Aba n'a pas donné plus de détails, mais a souligné : « Tant que vous êtes d'accord, Maréchal, je répondrai. Mais si vous essayez de changer de sujet, je ne répondrai pas. »

Au moment où Xie Lanzhi allait parler, une vague s'abattit sur eux, les engloutissant tous deux. La force de la vague les repoussa de plusieurs pas.

Bang ! Un coup de feu retentit, frappant l'endroit même où Xie Lanzhi se tenait quelques instants auparavant.
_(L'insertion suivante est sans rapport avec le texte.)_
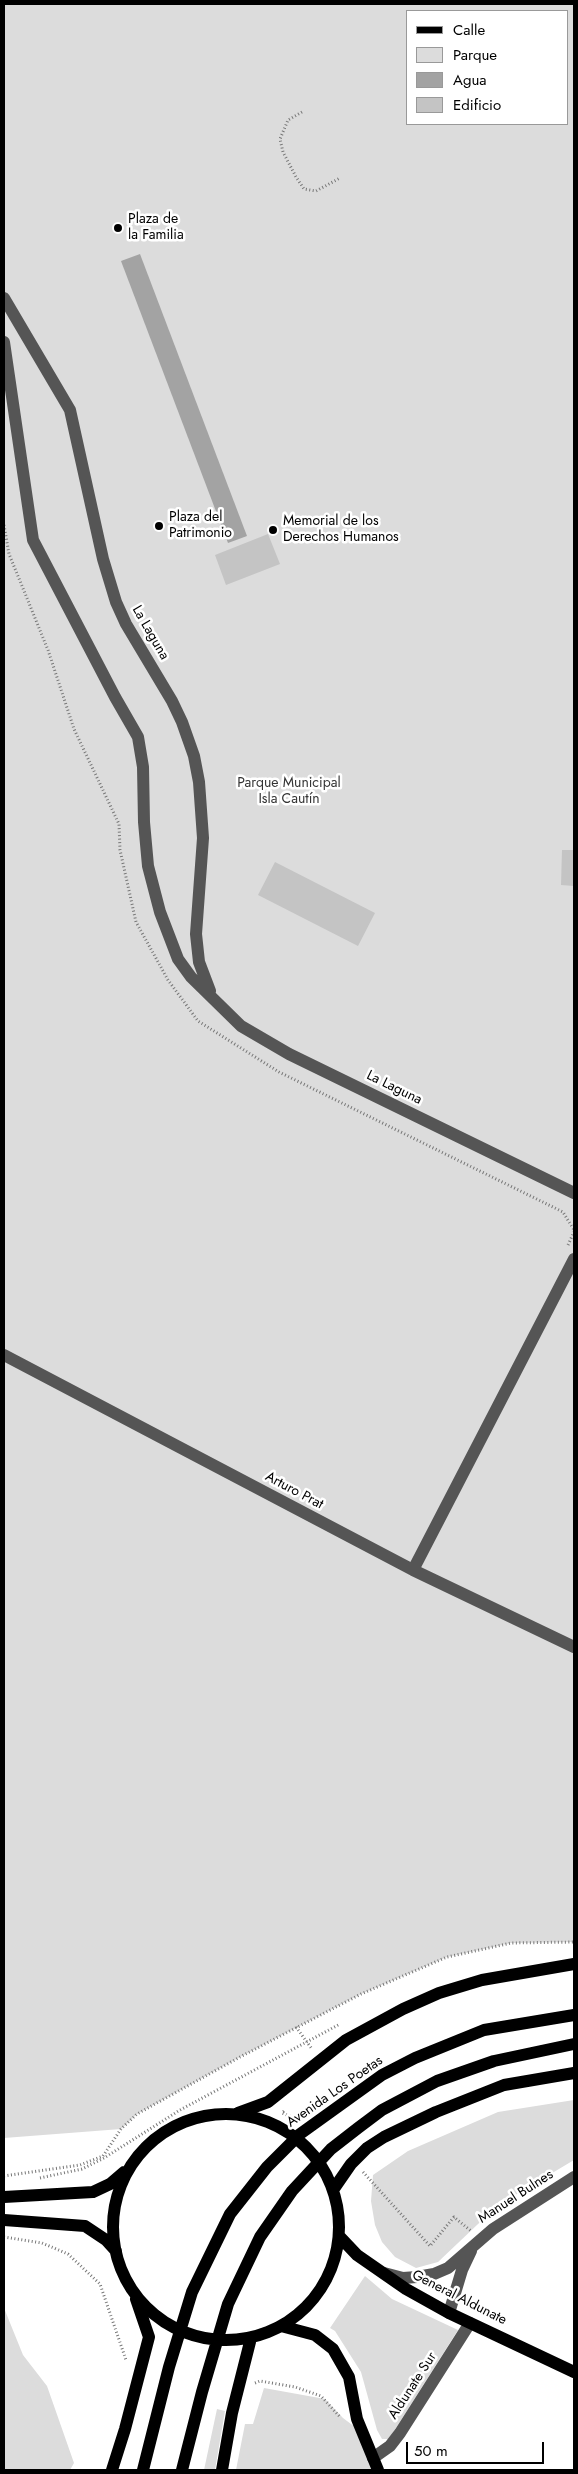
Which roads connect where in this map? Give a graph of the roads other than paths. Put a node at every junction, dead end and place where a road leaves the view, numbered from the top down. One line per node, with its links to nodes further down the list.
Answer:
1 (4, 298): 3 (street, La Laguna)
2 (4, 342): 3 (street, La Laguna)
3 (212, 995): 4 (street, La Laguna)
4 (574, 1193)
5 (570, 1254): 7 (street)
6 (4, 1356): 7 (street, Arturo Prat)
7 (413, 1570): 8 (street, Arturo Prat)
8 (574, 1647)
9 (574, 1964): 13 (main road)
10 (574, 2014): 31 (main road, Avenida Los Poetas)
11 (574, 2044): 32 (main road)
12 (574, 2073): 16 (main road)
13 (237, 2113): 14 (main road); 16 (main road)
14 (130, 2167): 17 (main road); 21 (main road)
15 (574, 2177): 20 (street, Manuel Bulnes)
16 (333, 2190): 19 (main road)
17 (4, 2197)
18 (4, 2220): 21 (main road)
19 (339, 2236): 22 (main road, General Aldunate); 26 (main road)
20 (477, 2241): 22 (street, Manuel Bulnes); 24 (street, Manuel Bulnes)
21 (116, 2251): 23 (main road)
22 (380, 2272): 24 (main road, General Aldunate)
23 (133, 2292): 27 (main road); 30 (main road)
24 (448, 2313): 25 (main road, General Aldunate)
25 (470, 2323): 28 (main road, General Aldunate); 29 (street, Aldunate Sur)
26 (281, 2326): 27 (main road); 29 (main road)
27 (250, 2338): 33 (main road)
28 (574, 2372)
29 (373, 2458): 34 (main road)
30 (112, 2470)
31 (143, 2470)
32 (182, 2470)
33 (222, 2470)
34 (378, 2470)

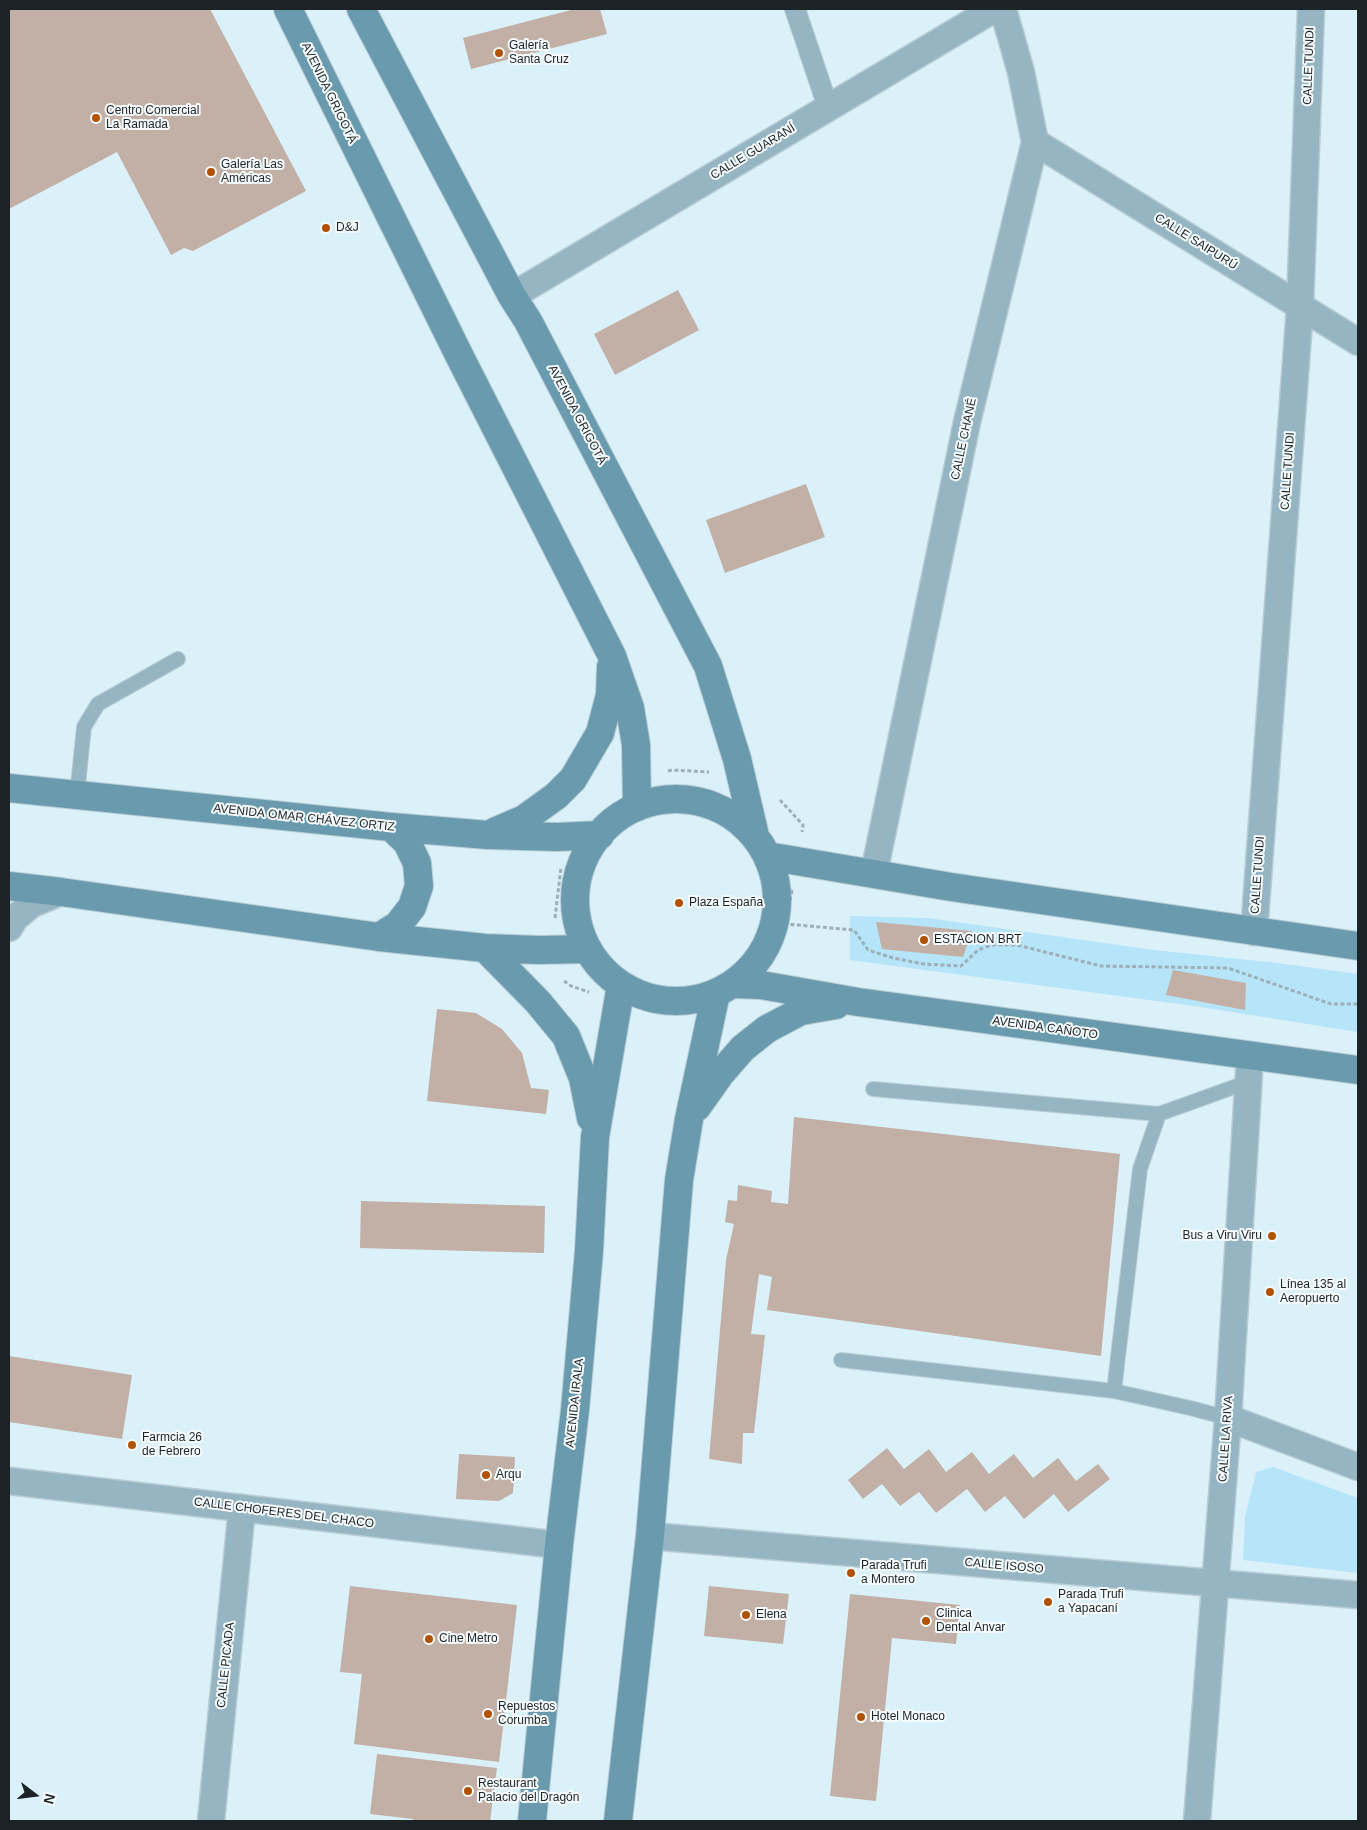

Ce dernier se cacha aussitôt derrière les rochers du rivage. Aba Na, encore sous le choc, fut touché en plein bras droit par une seconde balle. Son bras s'engourdit, le sang jaillit, suivi d'une douleur intense. Il comprit immédiatement qu'on lui tirait dessus.

Aba s'apprêtait à s'allonger par terre.

Xie Lanzhi lui cria : « Rester allongé par terre ne sert à rien, cache-toi vite derrière les rochers et ne montre pas ton visage ! »

Aba Na: ? ? ?

Il resta un instant stupéfait, puis se tourna inconsciemment sur le côté, et son bras gauche s'engourdit à nouveau, imbibant sa manche de sang.

Lorsque les deux mains d'Aba ont cessé de réagir, il s'est immédiatement enfui.